Staff Columnist

Stay focused to preserve net neutrality

Chairman Ajit Pai speaks ahead of the vote on the repeal of net neutrality rules at the Federal Communications Commission in Washington, U.S., December 14, 2017.  (Aaron P. Berstein/Reuters)
Chairman Ajit Pai speaks ahead of the vote on the repeal of net neutrality rules at the Federal Communications Commission in Washington, U.S., December 14, 2017. (Aaron P. Berstein/Reuters)

If you like your cable bill, you’re going to love a future without net neutrality.

Two weeks ago, the U.S. Office of Management and Budget approved an earlier party-line vote by the Federal Communications Commission to end 2015 rules regarding net neutrality. Before this change, it didn’t matter if an internet provider held a financial interest in one website over another. So long as the content was legal, there were no internet fast lanes.

So far, and largely because of ongoing congressional, state and court battles, internet service providers are playing nice with their new freedom to block, throttle and charge new fees for access. But the longer net neutrality is repealed, the more emboldened the companies will become.

And, incrementally, consumers already are seeing some changes in the form of “zero-rating” plans. These plans exclude data usage from specific services owned by or in partnership with the internet provider. On a case-by-case basis, the FCC had allowed some of these plans to emerge under previous open internet rules. That oversight now has been removed.

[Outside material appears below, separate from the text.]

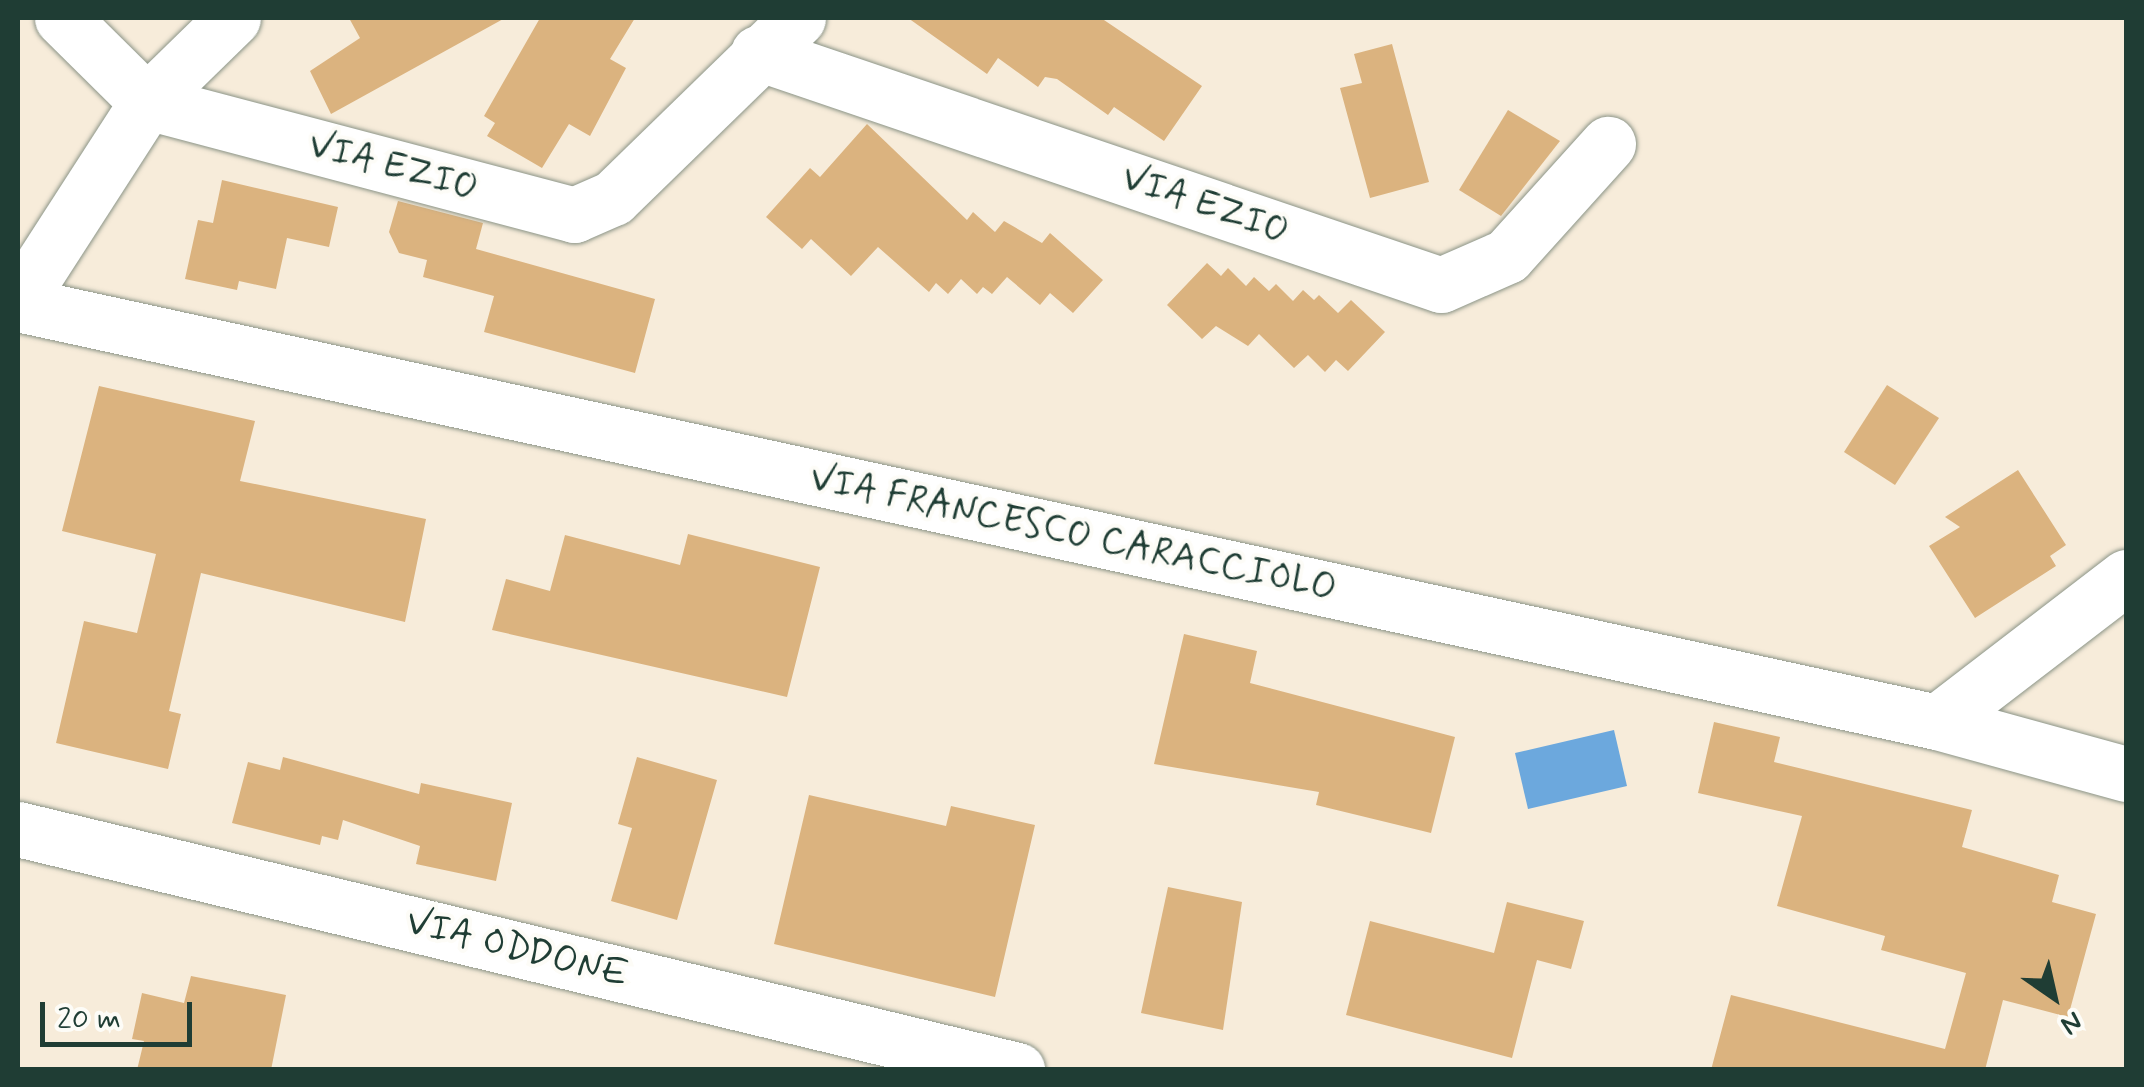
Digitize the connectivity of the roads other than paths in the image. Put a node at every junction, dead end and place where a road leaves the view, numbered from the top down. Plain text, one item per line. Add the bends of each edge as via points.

The ramifications are twofold. First, there is the possibility of a chilling effect, which is why so many popular groups such as Airbnb, Etsy and Shutterstock petitioned for open internet rules to remain. Simply put, any company that cannot afford “tolls” imposed by internet service providers will be at a disadvantage.

Local television viewers are familiar with this concept because they’ve seen it play out when local stations are removed from cable lineups because of payment disagreements. How these disagreements are resolved when the smaller party doesn’t have the mouthpiece of a local television station remains to be seen.

The second is any initial access provider savings experienced by consumers likely is to be replaced by increased costs as businesses pass along the these new “tolls.”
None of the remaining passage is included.